Histologic analyses following irradiation
To assess the effects of irradiation, parallel studies using other groups of animals were performed. Animals were killed on days 1 to 4, 8, 12, 16, and 20 after irradiation for histologic analyses. Morphologic analysis of whole animal sections stained with hematoxylin and eosin over 0 Gy to 45 Gy showed an apparent threshold dose of 20 Gy that specifically ablated the majority of cells within hematopoietic tissues. Compared with unirradiated tissue sections, sections from animals receiving 20 Gy showed a time-dependent decrease in cellularity in the kidney, the bone marrow equivalent in teleosts, and the thymus (Figure 2A). By 8 days after irradiation, cellularity in each tissue reached a nadir but then recovered to preirradiation levels by day 20 (Figure 2A). No significant alterations in cellularity or tissue architecture were observed in other organ systems, with the exception of the testis (not shown).
Morphologic analyses of animals receiving the MLD of 40 Gy showed similar but more pronounced effects on hematolymphoid tissues. Hematopoietic cells within the kidney and thymus showed a similar time-dependent decrease in cellularity and were almost completely absent by day 12 (Figure 2B). Unlike animals receiving 20 Gy, however, cell numbers did not recover after this time point. We performed TUNEL staining to determine whether hematolymphoid cells died by apoptosis following irradiation doses of 20 Gy or 40 Gy. As shown in Figure 2C, unirradiated kidney sections showed little to no TUNEL+ cells, whereas kidney sections from irradiated animals showed a dose-dependent increase in dying cells at 10 hours after irradiation. Thymus sections showed limited cell death in unirradiated animals, whereas 20-Gy doses led to most cells becoming TUNEL+ and 40-Gy doses led to nearly all cells exhibiting TUNEL positivity by 10 hours (Figure 2C). Histologic analyses of other organ systems showed no abnormalities indicative of organ failure (Figure 2D). As also observed at 20 Gy, the testis showed a specific loss of spermatogonia following 40-Gy doses (Figure 2D). These spermatocyte precursors deceased over time and were largely absent by day 8 following doses as low as 10 Gy. Following a dose of 20 Gy, spermatogonia regenerated to unirradiated levels by day 20, resulting in restoration of fertility by day 30 (not shown).

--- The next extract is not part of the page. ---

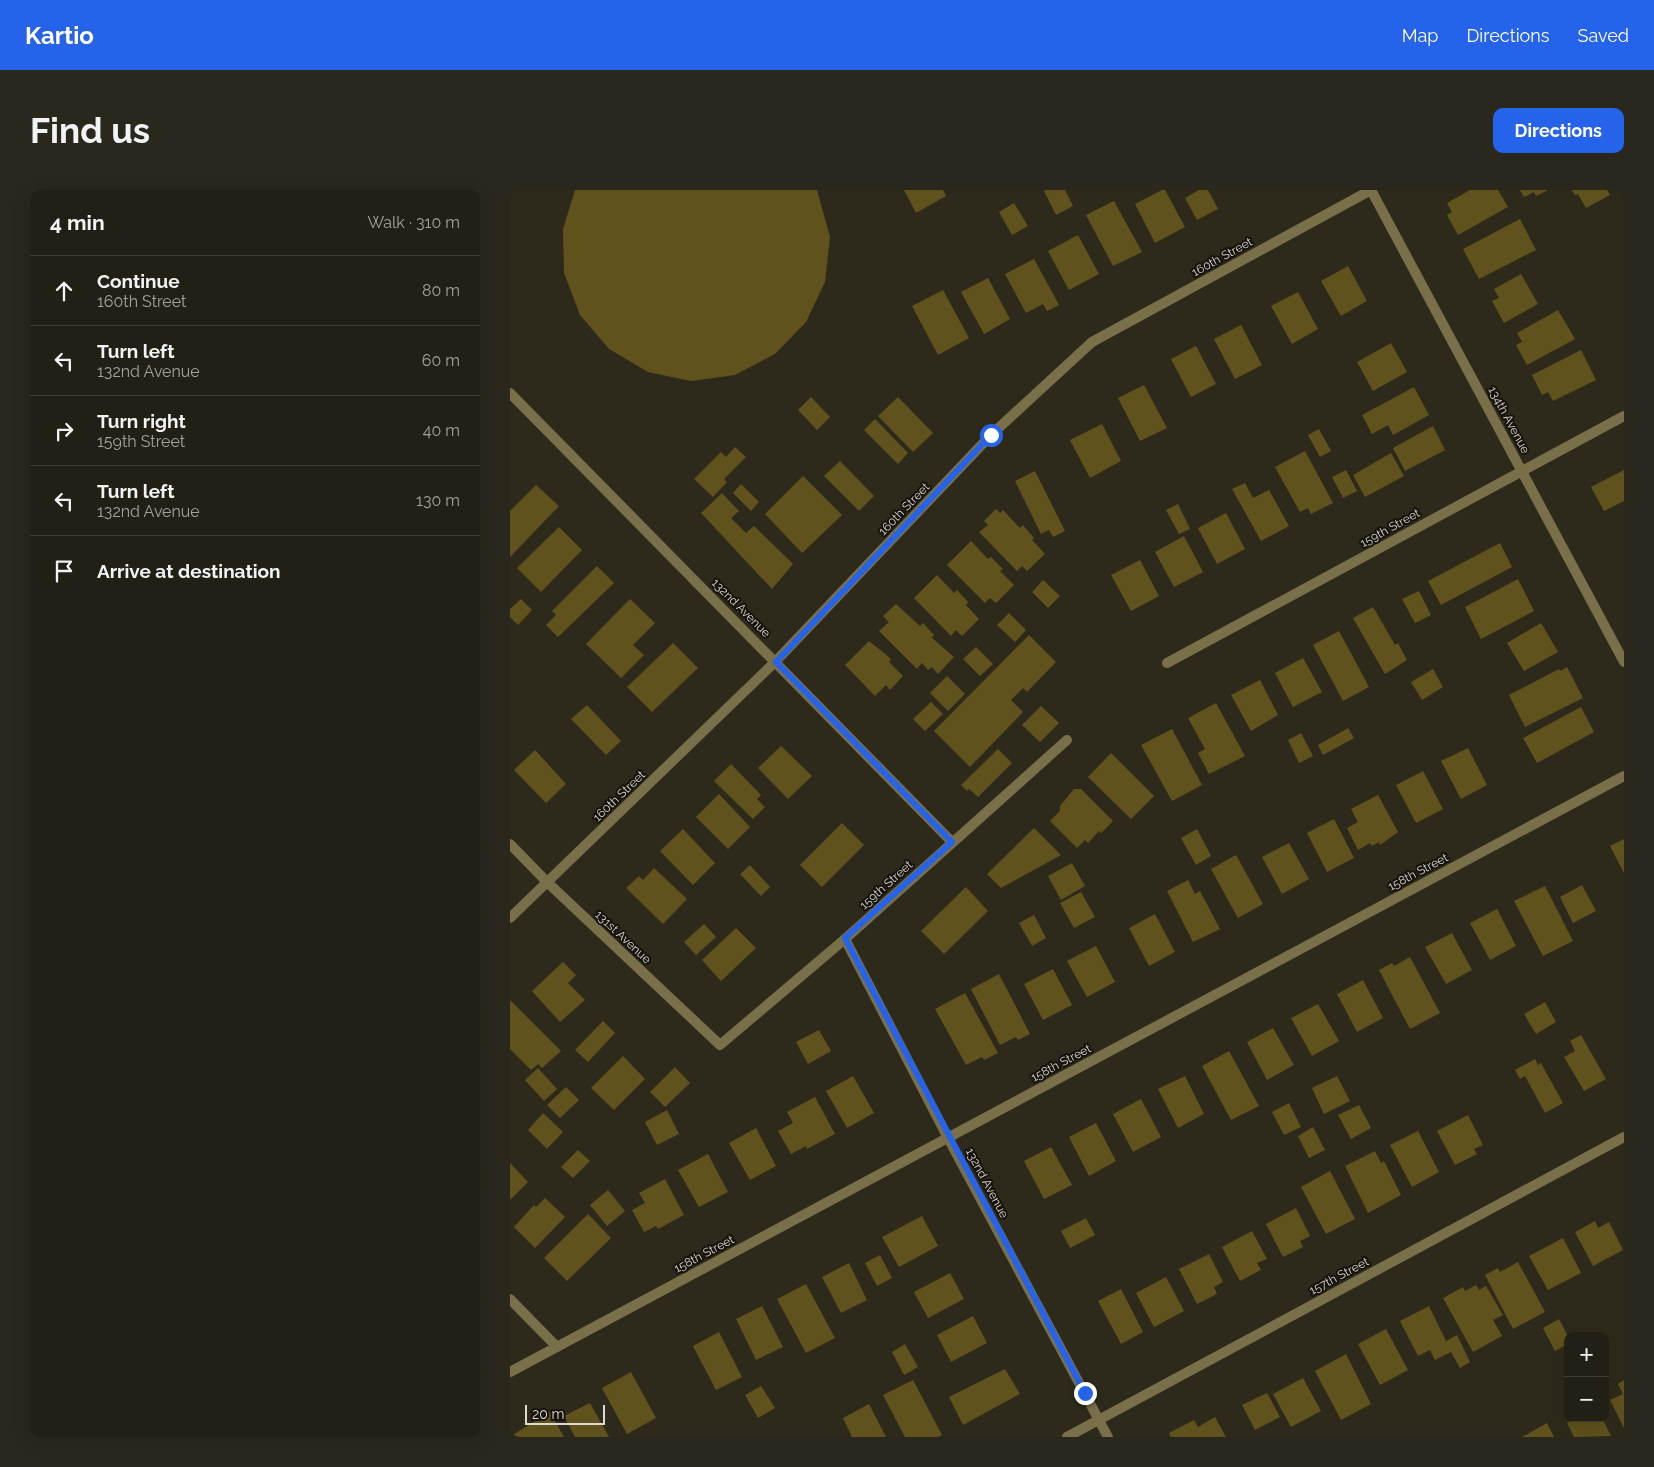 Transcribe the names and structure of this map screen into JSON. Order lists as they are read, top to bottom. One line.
{"streets":{"street":["160th Street","134th Avenue","159th Street","132nd Avenue","158th Street","131st Avenue","157th Street"]},"crossings":[["160th Street","134th Avenue"],["160th Street","132nd Avenue"],["160th Street","131st Avenue"],["134th Avenue","159th Street"],["159th Street","132nd Avenue"],["159th Street","131st Avenue"],["132nd Avenue","158th Street"],["132nd Avenue","157th Street"]],"scale_bar":"20 m","page":{"header":"Kartio","nav":["Map","Directions","Saved"],"buttons":"Directions","title":"Find us","heading":["4 min","Walk · 310 m"],"list":[["Continue","160th Street","80 m"],["Turn left","132nd Avenue","60 m"],["Turn right","159th Street","40 m"],["Turn left","132nd Avenue","130 m"],"Arrive at destination"],"map_buttons":["+","−"],"scale":"20 m"}}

Kinetic analyses of hematopoietic cells following sublethal irradiation
We have recently reported that the major blood lineages in the zebrafish kidney can be resolved using light scatter characteristics by flow cytometry (FACS).20 To enumerate changes in each blood cell lineage within kidney marrow, we examined a cohort of animals by FACS over one month following irradiation at 20 Gy. Relative changes to each of the erythroid, myeloid, lymphoid, and precursor populations are presented in Figure 3A, and mean total cell numbers for each lineage (total kidney count × percentage of each lineage) are presented in Figure 3B. One day after irradiation, the percentages of lymphoid and precursor cells decreased, resulting in relative increases in the erythroid and myeloid fractions. By day 4 after irradiation, large decreases in each of the nonerythroid lineages were apparent. As shown in Figure 3B, total cell counts for each of these lineages showed approximate 10-fold, 11-fold, and 35-fold decreases by day 4 for myeloid, lymphoid, and precursor cells, respectively. Total numbers of erythroid cells were omitted from our analyses because variable numbers are recovered during dissection of the kidney due to its intimate association with the dorsal aorta.
A large relative increase in the precursor fraction, where all hematopoietic progenitors appear to reside,20 was observed by day 8, and cytospin preparations of WKM at this time showed the majority of cells to have the immature morphology of hematopoietic progenitors (Figure 3C). The precursor population continued to increase over time, and by day 30 reached more than a 6-fold increase in both relative and absolute cell numbers (Figure 3A-B) compared with unirradiated controls. Accordingly, the absolute numbers of myeloid and lymphoid cells also increased over their pre-irradiation levels.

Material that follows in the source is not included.